Data for analysis Block Start

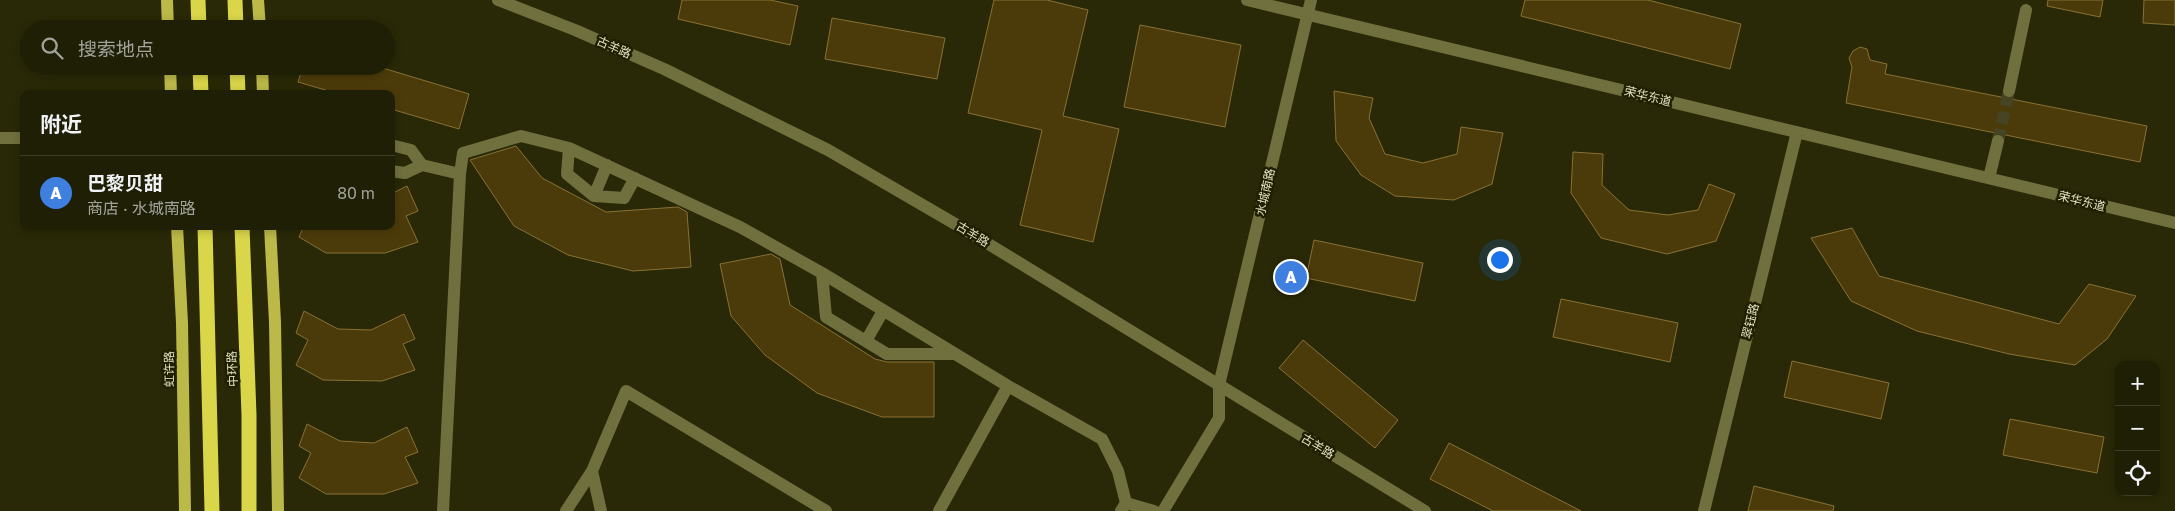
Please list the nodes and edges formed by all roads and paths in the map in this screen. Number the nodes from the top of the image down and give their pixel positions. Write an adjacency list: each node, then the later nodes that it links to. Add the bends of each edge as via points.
1 (167, 0): 10 (main road)
2 (198, 0): 11 (highway)
3 (235, 0): 12 (highway)
4 (258, 0): 13 (main road)
5 (498, 0): 45 (street, 古羊路, via 664,69 828,150)
6 (1247, 0): 9 (street, 荣华东道)
7 (1311, 0): 9 (street, 水城南路)
8 (2026, 10): 22 (street)
9 (1308, 13): 23 (street, 荣华东道); 45 (street, 水城南路)
10 (168, 20)
11 (199, 20)
12 (236, 20)
13 (259, 20)
14 (170, 75): 18 (main road)
15 (200, 75): 19 (highway)
16 (237, 75): 20 (highway)
17 (262, 75): 21 (main road)
18 (171, 90)
19 (201, 90)
20 (238, 90)
21 (263, 90)
22 (2009, 91)
23 (1797, 132): 34 (street, 荣华东道); 61 (street, 翠钰路)
24 (0, 138): 25 (street)
25 (20, 138)
26 (1998, 141): 34 (street)
27 (395, 146): 29 (street, via 411,150)
28 (569, 148): 30 (street); 32 (street, via 521,136 464,153); 35 (street, via 567,174)
29 (422, 165): 31 (street, via 405,172); 32 (street)
30 (607, 165): 33 (street); 35 (street)
31 (395, 171)
32 (460, 174): 53 (street)
33 (635, 178): 35 (street, via 624,198); 41 (street, via 740,227)
34 (1989, 178): 36 (street, 荣华东道)
35 (594, 196)
36 (2175, 223)
37 (177, 230): 49 (main road, 虹许路)
38 (205, 230): 50 (highway, 中环路)
39 (242, 230): 51 (highway, 中环路)
40 (270, 230): 52 (main road)
41 (822, 273): 42 (street); 43 (street, via 826,317)
42 (883, 311): 43 (street); 44 (street)
43 (866, 341): 44 (street, via 887,354)
44 (955, 354): 46 (street)
45 (1219, 385): 59 (street, 水城南路, via 1219,418); 60 (street, 古羊路)
46 (1008, 386): 48 (street, via 1102,439 1118,471); 57 (street)
47 (592, 471): 54 (street); 55 (street); 56 (street, via 626,391)
48 (1123, 507): 58 (street)
49 (185, 511)
50 (212, 511)
51 (249, 511)
52 (278, 511)
53 (443, 511)
54 (566, 511)
55 (601, 511)
56 (826, 511)
57 (939, 511)
58 (1154, 511)
59 (1163, 511)
60 (1426, 511)
61 (1704, 511)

Data for analysis Block End

» **What you should do**
A faithful copy is needed: reproduce all of the data above, leaving the pictures out.

» **Solution to the problem**
Please list the nodes and edges formed by all roads and paths in the map in this screen. Number the nodes from the top of the image down and give their pixel positions. Write an adjacency list: each node, then the later nodes that it links to. Add the bends of each edge as via points.
1 (167, 0): 10 (main road)
2 (198, 0): 11 (highway)
3 (235, 0): 12 (highway)
4 (258, 0): 13 (main road)
5 (498, 0): 45 (street, 古羊路, via 664,69 828,150)
6 (1247, 0): 9 (street, 荣华东道)
7 (1311, 0): 9 (street, 水城南路)
8 (2026, 10): 22 (street)
9 (1308, 13): 23 (street, 荣华东道); 45 (street, 水城南路)
10 (168, 20)
11 (199, 20)
12 (236, 20)
13 (259, 20)
14 (170, 75): 18 (main road)
15 (200, 75): 19 (highway)
16 (237, 75): 20 (highway)
17 (262, 75): 21 (main road)
18 (171, 90)
19 (201, 90)
20 (238, 90)
21 (263, 90)
22 (2009, 91)
23 (1797, 132): 34 (street, 荣华东道); 61 (street, 翠钰路)
24 (0, 138): 25 (street)
25 (20, 138)
26 (1998, 141): 34 (street)
27 (395, 146): 29 (street, via 411,150)
28 (569, 148): 30 (street); 32 (street, via 521,136 464,153); 35 (street, via 567,174)
29 (422, 165): 31 (street, via 405,172); 32 (street)
30 (607, 165): 33 (street); 35 (street)
31 (395, 171)
32 (460, 174): 53 (street)
33 (635, 178): 35 (street, via 624,198); 41 (street, via 740,227)
34 (1989, 178): 36 (street, 荣华东道)
35 (594, 196)
36 (2175, 223)
37 (177, 230): 49 (main road, 虹许路)
38 (205, 230): 50 (highway, 中环路)
39 (242, 230): 51 (highway, 中环路)
40 (270, 230): 52 (main road)
41 (822, 273): 42 (street); 43 (street, via 826,317)
42 (883, 311): 43 (street); 44 (street)
43 (866, 341): 44 (street, via 887,354)
44 (955, 354): 46 (street)
45 (1219, 385): 59 (street, 水城南路, via 1219,418); 60 (street, 古羊路)
46 (1008, 386): 48 (street, via 1102,439 1118,471); 57 (street)
47 (592, 471): 54 (street); 55 (street); 56 (street, via 626,391)
48 (1123, 507): 58 (street)
49 (185, 511)
50 (212, 511)
51 (249, 511)
52 (278, 511)
53 (443, 511)
54 (566, 511)
55 (601, 511)
56 (826, 511)
57 (939, 511)
58 (1154, 511)
59 (1163, 511)
60 (1426, 511)
61 (1704, 511)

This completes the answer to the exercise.